The War of the Worlds reflects some of Wells’s social concerns, although it is not as heavily laden with social commentary as The Time Machine. The Martians represent colonialists, while the Europeans-traditionally the colonialists themselves-are the primitives confronting invaders who possess a bewilderingly superior technology. Confusion, fear, panic, and bravado are the typical reaction of the English to the invasion. The Martians have “minds that are to our minds as ours are to those of the beasts.”
The principal theme of The War of the Worlds is evolution. The Martians are what humanity could become. They are super-intellects with highly evolved brains and ugly, shrunken bodies. As monsters, they are suitably grotesque and inhuman. Inside their terrible war machines, they are fearsome masters of technology, blasting whole towns out of existence; indeed, they destroy and kill sometimes without purpose-just for the joy of exercising nearly invincible power. Outside of their machines, they are pathetic and nearly helpless.
The destruction of the Martians by microbes has seemed too easy to some readers. The Martians were “scattered about … some in their overturned war-machines, some in the now rigid handling-machines, and a dozen of them stark and silent and laid in a row, … slain by the putrefactive and disease bacteria against which their systems were unprepared.” To Wells, whenever a creature gained something through evolution it also lost something; here, the Martians have gained great intellects but have lost the robust bodies of their evolutionary past. With advanced technology has come contempt for nature, and with that contempt has come ignorance. The infections surprise the overconfident aliens, and they are reduced to crying “ulla, ulla, ulla, ulla” as dogs run them down.
Wells was a cautionary visionary in an era when Western civilization reveled in its technological conquest of nature. The novel directly contradicts the assumption that all technological progress makes life better. The Martians see themselves as so superior to nature that they are not bound by rules of morality and ethical behavior. But their contempt for other living beings brings about their own destruction. They treat humans like beasts and ruthlessly pursue them like hunters. By implication, so too may humanity’s arrogance lead to destruction by the forces of nature.
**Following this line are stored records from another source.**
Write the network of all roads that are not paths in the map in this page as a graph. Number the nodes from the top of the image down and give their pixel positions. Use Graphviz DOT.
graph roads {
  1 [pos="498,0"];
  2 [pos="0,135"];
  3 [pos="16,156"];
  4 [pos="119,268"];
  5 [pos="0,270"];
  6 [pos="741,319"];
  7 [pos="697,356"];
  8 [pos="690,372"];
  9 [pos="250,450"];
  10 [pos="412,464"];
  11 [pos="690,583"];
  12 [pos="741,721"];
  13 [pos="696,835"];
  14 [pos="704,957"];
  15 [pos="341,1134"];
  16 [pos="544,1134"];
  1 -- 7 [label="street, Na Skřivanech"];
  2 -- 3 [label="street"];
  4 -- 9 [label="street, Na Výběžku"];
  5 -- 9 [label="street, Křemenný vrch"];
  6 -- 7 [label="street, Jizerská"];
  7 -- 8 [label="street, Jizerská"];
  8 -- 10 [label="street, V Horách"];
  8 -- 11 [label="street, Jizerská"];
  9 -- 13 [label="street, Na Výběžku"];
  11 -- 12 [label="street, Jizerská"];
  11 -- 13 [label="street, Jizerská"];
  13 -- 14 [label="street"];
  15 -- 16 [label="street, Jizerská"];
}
From the 1960s to the 1980s, critics fussed about the “passivity” of the Characters of The War of the Worlds. The Narrator, in particular, is faulted for being primarily a cowering observer. Such criticism misses the point of Wells’s characterizations. The people of England respond as people have responded before to invasions by technologically more advanced peoples. “Since the Martians were evidently intelligent creatures,” the Narrator notes, “it had been resolved to show them, by approaching them with signals, that we too were intelligent.” Apples are brought as gifts, and dignitaries approach the Martians’ spacecraft.
Those assembled to observe this meeting seem to take for granted that a technologically advanced race will also be morally advanced. Then there are “flashes of actual flame,” and “it was as if each man were suddenly and momentarily turned to fire.” At first there is disbelief; later comes panic. Then the mighty military powers of England fight and are slaughtered.
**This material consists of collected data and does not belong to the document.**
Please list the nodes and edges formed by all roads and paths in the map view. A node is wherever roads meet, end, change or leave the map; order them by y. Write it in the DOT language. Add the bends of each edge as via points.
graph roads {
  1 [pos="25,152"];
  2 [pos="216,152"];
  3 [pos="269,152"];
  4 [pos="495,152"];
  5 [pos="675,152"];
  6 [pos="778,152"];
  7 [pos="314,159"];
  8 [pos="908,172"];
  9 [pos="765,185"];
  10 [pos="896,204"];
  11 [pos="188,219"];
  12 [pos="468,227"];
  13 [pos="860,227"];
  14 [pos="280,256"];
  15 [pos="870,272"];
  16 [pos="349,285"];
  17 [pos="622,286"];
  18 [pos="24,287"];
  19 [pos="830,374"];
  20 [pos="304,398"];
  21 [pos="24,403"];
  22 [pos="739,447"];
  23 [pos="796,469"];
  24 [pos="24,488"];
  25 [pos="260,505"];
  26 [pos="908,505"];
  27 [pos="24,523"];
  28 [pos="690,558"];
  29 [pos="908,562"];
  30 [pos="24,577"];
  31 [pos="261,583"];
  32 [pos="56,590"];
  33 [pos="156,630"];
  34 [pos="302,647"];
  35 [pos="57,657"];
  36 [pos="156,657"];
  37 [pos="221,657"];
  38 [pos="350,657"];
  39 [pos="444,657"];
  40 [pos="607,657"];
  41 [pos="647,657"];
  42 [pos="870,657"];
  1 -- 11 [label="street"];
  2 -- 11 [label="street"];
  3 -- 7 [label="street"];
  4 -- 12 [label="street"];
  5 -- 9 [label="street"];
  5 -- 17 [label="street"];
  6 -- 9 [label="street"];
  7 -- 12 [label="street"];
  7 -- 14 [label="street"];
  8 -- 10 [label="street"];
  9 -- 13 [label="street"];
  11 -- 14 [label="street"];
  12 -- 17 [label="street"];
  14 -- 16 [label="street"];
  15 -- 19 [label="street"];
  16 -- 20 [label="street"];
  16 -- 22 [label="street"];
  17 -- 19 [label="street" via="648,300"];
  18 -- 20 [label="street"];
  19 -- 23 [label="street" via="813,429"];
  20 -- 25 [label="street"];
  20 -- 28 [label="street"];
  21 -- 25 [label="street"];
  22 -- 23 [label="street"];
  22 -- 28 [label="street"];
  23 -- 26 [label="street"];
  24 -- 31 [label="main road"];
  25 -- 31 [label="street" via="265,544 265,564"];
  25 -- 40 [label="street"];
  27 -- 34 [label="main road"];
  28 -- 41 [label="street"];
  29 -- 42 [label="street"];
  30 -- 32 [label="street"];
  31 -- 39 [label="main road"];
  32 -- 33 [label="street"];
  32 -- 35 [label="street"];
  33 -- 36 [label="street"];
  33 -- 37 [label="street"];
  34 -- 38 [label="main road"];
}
The Narrator is a journalist who is “busy upon a series of papers discussing the probable developments of moral ideas as civilization had progressed” when the story begins. He relates the unfolding action with a journalist’s eye for local color; his commentary appeals to a broad general audience. As an educated modern man, the Narrator acts as the reader’s observer, describing what he sees as accurately as possible. In constant fear for his life, he is only “passive” in the sense that he can do nothing to stop the Martians. For most of the novel, he uses his wits to avoid death, much as anyone else would. Like Wells, the Narrator is interested in moral evolution, and he colors his dialogue with moral and ethical observations. But nothing distracts from his story as it races from the sighting of “incandescent gas” on Mars to the final, emotional reunion of the Narrator and his wife.